> _YOUR TASK_: Within the records, find every line that includes the word "stream" and copy it.

> _PROVIDED MATERIAL_:
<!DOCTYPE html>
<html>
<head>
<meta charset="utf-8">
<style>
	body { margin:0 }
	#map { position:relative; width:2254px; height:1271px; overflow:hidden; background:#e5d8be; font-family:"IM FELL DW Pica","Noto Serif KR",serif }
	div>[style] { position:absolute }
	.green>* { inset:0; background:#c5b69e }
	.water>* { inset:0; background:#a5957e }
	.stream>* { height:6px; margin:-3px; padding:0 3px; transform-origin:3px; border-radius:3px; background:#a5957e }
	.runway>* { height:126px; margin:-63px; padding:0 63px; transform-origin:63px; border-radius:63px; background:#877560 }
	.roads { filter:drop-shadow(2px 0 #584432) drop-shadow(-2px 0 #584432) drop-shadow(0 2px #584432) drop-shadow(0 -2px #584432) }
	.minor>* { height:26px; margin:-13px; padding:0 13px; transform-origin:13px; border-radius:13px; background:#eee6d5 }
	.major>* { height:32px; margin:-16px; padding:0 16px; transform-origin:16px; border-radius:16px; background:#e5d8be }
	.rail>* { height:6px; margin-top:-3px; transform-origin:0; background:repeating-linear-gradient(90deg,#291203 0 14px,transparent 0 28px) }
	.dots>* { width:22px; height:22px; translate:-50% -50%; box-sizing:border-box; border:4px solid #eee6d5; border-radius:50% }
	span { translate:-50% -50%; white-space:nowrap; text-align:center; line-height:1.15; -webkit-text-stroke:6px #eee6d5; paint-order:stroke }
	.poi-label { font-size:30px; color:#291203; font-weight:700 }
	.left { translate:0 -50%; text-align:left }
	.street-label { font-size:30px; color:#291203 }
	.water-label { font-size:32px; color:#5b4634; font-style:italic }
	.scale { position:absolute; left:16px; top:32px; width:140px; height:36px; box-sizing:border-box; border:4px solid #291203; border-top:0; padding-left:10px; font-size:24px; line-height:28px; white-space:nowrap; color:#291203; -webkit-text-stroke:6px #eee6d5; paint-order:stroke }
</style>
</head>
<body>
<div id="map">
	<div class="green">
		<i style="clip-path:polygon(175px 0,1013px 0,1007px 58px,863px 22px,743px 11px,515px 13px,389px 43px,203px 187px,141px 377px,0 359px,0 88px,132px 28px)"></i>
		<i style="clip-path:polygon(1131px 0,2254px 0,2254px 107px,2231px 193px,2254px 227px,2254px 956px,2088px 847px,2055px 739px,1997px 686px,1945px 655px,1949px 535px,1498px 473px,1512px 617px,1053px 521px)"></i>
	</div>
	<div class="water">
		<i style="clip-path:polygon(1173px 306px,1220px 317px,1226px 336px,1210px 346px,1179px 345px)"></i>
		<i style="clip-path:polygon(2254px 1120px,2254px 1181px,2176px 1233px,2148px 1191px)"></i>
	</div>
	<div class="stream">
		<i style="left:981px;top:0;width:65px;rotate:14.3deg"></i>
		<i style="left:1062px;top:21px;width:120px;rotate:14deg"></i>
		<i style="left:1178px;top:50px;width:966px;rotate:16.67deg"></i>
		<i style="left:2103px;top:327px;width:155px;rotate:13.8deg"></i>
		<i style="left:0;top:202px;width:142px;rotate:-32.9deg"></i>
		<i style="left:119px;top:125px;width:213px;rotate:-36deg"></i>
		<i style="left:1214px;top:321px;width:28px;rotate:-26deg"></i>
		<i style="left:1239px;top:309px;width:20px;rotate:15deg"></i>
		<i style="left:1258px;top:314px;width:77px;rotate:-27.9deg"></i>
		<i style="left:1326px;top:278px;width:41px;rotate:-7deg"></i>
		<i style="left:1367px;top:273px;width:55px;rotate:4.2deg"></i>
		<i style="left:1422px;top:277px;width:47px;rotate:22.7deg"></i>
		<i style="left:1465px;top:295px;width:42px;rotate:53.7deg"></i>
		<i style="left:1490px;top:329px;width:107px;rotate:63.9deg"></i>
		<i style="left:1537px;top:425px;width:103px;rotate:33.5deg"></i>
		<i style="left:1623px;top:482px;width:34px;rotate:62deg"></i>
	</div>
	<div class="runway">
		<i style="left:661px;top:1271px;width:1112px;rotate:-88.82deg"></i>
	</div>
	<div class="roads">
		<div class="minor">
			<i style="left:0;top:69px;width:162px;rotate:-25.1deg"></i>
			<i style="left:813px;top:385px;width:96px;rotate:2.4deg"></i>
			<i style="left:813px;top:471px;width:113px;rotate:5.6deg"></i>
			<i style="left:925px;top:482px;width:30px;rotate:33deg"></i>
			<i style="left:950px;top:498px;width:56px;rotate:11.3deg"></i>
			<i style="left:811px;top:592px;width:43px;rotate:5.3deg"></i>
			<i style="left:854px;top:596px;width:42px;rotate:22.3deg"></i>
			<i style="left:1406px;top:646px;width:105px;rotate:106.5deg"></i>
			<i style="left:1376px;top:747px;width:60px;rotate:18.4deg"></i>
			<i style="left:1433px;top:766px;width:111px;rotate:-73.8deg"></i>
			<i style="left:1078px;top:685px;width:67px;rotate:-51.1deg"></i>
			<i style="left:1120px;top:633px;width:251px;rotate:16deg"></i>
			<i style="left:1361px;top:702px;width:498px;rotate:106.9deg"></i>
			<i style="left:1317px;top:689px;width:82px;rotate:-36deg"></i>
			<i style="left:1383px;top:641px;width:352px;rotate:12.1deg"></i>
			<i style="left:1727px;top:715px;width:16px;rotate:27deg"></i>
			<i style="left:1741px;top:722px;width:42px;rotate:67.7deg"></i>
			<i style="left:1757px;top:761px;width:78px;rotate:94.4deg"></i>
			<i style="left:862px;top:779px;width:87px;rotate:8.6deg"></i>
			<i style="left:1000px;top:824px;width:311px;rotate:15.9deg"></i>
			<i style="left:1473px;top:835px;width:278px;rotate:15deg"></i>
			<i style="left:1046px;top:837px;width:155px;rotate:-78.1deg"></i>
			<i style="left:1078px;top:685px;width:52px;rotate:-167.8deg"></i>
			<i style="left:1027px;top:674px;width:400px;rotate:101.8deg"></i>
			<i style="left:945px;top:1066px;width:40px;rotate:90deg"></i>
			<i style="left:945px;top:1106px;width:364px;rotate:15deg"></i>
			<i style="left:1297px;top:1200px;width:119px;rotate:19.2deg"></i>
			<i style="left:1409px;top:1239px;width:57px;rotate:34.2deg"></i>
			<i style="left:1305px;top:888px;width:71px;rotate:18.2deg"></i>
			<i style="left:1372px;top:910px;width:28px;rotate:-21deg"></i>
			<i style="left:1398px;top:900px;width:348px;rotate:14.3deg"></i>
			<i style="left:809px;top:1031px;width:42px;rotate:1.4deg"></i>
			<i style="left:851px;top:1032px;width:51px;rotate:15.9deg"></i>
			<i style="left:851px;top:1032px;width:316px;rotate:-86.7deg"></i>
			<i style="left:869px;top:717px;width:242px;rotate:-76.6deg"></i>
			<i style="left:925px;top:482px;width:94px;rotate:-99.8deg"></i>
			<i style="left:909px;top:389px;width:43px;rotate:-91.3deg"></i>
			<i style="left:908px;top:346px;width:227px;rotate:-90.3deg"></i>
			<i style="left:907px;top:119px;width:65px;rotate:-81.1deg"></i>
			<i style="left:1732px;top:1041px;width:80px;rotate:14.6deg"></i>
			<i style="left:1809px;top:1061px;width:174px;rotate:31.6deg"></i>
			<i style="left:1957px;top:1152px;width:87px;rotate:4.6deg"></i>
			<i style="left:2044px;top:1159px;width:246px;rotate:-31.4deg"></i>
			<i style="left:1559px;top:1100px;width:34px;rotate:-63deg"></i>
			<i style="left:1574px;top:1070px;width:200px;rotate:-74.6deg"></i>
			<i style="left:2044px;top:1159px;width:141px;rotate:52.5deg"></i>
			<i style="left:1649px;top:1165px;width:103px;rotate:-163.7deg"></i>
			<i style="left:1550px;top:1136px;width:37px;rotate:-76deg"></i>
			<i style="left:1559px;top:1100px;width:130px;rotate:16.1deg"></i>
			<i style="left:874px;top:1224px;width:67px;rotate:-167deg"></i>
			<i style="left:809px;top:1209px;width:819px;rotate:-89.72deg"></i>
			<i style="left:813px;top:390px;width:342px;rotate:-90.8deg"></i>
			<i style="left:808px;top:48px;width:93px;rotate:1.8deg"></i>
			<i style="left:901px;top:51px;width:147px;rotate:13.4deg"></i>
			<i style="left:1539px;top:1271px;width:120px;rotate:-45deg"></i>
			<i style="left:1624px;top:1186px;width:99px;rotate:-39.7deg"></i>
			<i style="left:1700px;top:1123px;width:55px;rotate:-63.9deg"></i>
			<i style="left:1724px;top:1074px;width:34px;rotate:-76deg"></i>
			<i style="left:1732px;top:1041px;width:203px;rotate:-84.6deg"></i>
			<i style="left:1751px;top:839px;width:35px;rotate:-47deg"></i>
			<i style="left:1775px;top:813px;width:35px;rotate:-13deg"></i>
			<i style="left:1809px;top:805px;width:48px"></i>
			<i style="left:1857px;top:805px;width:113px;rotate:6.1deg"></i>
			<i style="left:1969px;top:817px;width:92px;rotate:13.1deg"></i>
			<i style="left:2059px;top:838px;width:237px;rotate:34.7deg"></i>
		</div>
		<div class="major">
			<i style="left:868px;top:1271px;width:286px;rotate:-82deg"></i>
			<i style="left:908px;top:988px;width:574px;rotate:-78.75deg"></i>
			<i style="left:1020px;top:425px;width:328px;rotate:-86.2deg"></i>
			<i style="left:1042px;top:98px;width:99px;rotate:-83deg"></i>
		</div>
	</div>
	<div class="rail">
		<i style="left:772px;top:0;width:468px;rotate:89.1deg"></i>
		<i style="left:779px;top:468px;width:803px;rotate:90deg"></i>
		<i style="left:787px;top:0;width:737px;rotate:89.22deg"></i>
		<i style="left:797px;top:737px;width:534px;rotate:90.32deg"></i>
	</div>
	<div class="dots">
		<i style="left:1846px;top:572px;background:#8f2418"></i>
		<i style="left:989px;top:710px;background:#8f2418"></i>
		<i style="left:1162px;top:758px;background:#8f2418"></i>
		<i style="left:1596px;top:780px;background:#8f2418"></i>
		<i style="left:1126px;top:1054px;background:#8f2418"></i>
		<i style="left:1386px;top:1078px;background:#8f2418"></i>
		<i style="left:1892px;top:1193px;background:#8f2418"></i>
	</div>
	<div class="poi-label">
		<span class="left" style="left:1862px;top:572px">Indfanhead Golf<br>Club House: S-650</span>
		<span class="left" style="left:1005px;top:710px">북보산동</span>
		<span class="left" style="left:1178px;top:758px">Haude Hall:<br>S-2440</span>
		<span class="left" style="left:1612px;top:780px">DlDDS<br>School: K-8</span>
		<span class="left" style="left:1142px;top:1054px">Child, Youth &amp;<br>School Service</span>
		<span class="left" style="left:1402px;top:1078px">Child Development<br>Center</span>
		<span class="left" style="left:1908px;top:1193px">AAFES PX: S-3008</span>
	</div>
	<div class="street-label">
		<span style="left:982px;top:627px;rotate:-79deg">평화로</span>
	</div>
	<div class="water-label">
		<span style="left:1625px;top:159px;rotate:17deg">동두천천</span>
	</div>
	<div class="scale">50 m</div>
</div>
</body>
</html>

> _THE ANSWER_:
	.stream>* { height:6px; margin:-3px; padding:0 3px; transform-origin:3px; border-radius:3px; background:#a5957e }
	<div class="stream">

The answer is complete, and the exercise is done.